The PERM-36 museum is located on the territory of a former correctional labor colony in the village of Kuchino, Chusovsky district, Perm region. This museum is the only GULAG camp that has survived to this day. Here one can clearly imagine how political prisoners lived in those harsh times.
The colony begins its history back in the Stalinist times. In 1946, wooden barracks were built here for prisoners of colony No. 6 of the Molotov Department of Correctional Labor Camps and NKVD colonies. After Stalin's death and the subsequent large-scale amnesties, the composition of prisoners in the colony changed. Instead of criminals, "domestic workers" and "pointers", former employees of law enforcement agencies, courts and prosecutors convicted of various crimes arrived in the colony. In 1972, the colony received its first political prisoners. According to the authorities, the most dangerous political prisoners were transferred from the Mordovian camps to the Perm region. It was at this time that the colony was named VS 389/36 or "Perm-36". There were two more similar colonies nearby - Perm-35 and 37. In 1980, a special regime section was opened here. "Repeat offenders" were placed in it — those people who, having served time for "political crimes", were convicted again. The site of the special regime was organized in the former building of the timber processing plant. The cells here were always closed. The leadership of the Perm-36 camp did everything to completely isolate these prisoners from others. The Perm-36 camp itself lasted a record long time - until 1988. It was closed by the last of the Russian camps for political prisoners.

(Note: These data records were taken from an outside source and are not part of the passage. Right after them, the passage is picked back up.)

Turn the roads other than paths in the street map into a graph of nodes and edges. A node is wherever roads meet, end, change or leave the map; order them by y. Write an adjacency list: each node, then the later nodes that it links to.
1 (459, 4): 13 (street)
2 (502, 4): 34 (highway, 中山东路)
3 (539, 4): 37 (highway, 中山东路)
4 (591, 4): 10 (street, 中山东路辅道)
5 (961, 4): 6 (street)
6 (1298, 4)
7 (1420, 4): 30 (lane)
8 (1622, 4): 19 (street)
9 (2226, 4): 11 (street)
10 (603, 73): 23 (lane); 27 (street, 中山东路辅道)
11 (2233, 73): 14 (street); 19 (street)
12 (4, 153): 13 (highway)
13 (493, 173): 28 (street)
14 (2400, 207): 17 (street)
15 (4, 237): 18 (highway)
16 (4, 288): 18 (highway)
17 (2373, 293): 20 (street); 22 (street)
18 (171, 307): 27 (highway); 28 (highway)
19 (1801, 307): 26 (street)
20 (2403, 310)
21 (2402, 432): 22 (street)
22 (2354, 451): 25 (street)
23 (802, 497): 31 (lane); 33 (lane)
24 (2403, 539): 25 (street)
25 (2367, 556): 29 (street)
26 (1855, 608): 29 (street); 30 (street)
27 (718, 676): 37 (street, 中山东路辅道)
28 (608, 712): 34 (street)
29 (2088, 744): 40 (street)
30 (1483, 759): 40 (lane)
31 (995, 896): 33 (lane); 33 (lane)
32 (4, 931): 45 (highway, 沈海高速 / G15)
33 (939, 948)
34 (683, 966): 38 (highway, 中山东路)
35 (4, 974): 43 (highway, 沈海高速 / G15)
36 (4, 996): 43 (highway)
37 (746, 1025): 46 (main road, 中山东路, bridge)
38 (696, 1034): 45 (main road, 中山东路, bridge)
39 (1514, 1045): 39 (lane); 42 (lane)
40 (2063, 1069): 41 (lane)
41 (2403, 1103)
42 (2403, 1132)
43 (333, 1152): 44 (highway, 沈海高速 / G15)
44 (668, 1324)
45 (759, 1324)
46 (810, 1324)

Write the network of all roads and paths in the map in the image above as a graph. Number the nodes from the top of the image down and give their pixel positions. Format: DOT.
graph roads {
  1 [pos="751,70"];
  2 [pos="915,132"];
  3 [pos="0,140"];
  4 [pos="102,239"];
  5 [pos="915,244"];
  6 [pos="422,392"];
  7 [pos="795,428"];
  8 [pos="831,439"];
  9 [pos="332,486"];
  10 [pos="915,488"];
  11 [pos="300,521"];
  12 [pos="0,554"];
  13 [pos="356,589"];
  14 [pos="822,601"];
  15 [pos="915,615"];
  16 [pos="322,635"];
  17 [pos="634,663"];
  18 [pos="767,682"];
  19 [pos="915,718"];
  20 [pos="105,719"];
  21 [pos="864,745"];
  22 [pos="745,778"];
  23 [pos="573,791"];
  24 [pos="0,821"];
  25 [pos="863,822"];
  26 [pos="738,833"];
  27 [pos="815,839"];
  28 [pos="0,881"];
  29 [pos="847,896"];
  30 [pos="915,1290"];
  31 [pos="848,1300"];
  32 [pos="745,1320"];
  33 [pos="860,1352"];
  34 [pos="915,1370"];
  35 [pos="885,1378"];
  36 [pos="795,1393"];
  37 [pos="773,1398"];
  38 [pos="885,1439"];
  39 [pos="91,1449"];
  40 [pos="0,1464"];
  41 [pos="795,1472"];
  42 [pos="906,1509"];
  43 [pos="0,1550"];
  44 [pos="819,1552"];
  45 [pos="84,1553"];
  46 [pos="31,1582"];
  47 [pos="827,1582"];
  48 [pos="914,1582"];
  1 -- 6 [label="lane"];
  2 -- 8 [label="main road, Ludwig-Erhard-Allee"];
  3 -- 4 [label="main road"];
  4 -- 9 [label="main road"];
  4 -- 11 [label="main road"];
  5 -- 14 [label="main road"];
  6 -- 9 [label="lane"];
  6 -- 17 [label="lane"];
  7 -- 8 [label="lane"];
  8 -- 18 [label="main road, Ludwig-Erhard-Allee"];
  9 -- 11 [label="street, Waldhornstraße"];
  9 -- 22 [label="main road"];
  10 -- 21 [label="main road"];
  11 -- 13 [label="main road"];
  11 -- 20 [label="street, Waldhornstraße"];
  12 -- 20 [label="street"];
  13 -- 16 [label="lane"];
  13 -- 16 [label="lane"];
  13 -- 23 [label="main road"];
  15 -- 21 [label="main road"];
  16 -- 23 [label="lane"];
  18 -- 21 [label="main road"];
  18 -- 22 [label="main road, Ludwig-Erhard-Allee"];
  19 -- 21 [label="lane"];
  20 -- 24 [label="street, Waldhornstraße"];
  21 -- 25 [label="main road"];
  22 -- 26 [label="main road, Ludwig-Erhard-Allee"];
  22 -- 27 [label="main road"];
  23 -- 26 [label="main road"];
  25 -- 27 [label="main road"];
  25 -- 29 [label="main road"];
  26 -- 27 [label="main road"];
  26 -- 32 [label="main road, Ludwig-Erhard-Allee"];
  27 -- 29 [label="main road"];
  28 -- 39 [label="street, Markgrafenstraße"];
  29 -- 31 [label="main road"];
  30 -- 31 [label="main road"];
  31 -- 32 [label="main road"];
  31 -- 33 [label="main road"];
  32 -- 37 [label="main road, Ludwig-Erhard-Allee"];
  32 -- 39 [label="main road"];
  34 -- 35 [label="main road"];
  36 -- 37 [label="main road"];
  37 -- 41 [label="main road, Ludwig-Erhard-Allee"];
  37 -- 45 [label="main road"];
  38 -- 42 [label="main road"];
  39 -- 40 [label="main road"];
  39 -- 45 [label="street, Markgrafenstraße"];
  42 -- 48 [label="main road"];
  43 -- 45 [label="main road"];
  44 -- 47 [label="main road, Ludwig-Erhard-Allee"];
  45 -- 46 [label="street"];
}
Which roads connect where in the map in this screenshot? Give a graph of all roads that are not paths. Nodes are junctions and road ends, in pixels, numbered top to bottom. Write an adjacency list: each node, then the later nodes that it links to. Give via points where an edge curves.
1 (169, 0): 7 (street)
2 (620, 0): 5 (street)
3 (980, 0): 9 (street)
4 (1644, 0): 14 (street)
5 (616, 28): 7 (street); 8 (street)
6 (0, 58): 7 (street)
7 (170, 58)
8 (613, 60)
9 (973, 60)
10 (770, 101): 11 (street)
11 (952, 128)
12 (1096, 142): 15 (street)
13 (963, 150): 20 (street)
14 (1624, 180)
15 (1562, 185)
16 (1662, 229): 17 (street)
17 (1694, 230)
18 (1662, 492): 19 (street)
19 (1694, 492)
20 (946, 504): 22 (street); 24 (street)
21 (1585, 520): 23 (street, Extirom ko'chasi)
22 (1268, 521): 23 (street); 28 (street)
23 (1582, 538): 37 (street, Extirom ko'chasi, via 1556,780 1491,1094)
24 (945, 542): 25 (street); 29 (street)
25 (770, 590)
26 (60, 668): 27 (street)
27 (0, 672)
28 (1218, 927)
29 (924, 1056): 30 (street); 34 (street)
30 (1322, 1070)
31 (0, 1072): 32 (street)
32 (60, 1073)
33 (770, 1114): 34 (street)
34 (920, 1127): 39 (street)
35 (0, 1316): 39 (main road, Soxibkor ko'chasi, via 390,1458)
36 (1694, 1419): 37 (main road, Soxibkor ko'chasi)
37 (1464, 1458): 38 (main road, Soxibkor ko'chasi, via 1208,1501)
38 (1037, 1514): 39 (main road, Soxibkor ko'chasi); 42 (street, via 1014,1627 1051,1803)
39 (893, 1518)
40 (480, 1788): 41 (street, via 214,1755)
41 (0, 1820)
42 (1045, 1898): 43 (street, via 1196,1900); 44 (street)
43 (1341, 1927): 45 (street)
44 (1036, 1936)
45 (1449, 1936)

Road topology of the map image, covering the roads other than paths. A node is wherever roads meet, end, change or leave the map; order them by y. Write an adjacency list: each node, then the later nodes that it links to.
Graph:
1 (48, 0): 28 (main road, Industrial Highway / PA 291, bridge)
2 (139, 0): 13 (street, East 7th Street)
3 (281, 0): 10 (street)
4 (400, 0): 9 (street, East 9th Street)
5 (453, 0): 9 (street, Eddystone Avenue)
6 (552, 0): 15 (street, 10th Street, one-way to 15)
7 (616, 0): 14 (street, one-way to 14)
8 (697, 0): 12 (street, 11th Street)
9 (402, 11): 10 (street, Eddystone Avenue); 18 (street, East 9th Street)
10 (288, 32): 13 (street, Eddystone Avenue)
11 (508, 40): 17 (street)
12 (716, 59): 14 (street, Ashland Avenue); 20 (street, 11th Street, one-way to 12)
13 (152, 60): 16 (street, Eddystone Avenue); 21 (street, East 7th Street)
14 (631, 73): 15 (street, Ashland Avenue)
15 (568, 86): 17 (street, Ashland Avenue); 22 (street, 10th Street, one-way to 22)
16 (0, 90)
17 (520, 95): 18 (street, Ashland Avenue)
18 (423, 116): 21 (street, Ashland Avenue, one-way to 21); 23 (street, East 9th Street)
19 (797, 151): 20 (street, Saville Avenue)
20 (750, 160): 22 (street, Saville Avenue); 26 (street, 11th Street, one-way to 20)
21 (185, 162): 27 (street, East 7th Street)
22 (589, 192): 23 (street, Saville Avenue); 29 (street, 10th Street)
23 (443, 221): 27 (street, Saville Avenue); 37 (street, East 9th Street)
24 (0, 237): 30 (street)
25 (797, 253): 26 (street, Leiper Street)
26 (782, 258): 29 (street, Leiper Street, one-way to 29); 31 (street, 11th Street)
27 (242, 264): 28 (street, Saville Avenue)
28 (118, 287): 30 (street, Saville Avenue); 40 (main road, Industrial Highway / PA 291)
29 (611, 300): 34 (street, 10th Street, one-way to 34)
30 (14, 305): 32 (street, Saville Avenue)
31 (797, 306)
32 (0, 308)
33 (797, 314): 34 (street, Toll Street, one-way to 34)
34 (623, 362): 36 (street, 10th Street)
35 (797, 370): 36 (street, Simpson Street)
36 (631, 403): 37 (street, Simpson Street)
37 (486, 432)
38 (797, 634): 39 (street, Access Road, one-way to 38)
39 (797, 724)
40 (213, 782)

The history of the museum begins in the early 90s, it was then that the idea was put forward by the Perm historian V.A. Shmyrov to create a museum and archive complex on the site of an abandoned camp. And already in 1994, a Memorial museum and archive complex "Memorial of Victims of Political Repression" was created on the site of the former ITK-36. The prison barracks, which were being destroyed and abandoned by that time, were restored. They housed the exhibits of the Gulag Museum. Some of the lost elements of the camp were recreated. A barrack built in 1946, a penal isolation ward, a medical unit, a bathhouse with laundry, a headquarters, a water tower have been preserved on the territory of the strict regime site. In "Perm-36" you can see the alley, which was planted by prisoners in 1948.
In the production part of the strict regime site, you can see workshops, a workshop, a sawmill, a stoker, a diesel power plant building, etc.
After visiting the museum, a heavy impression remains, but it must be seen.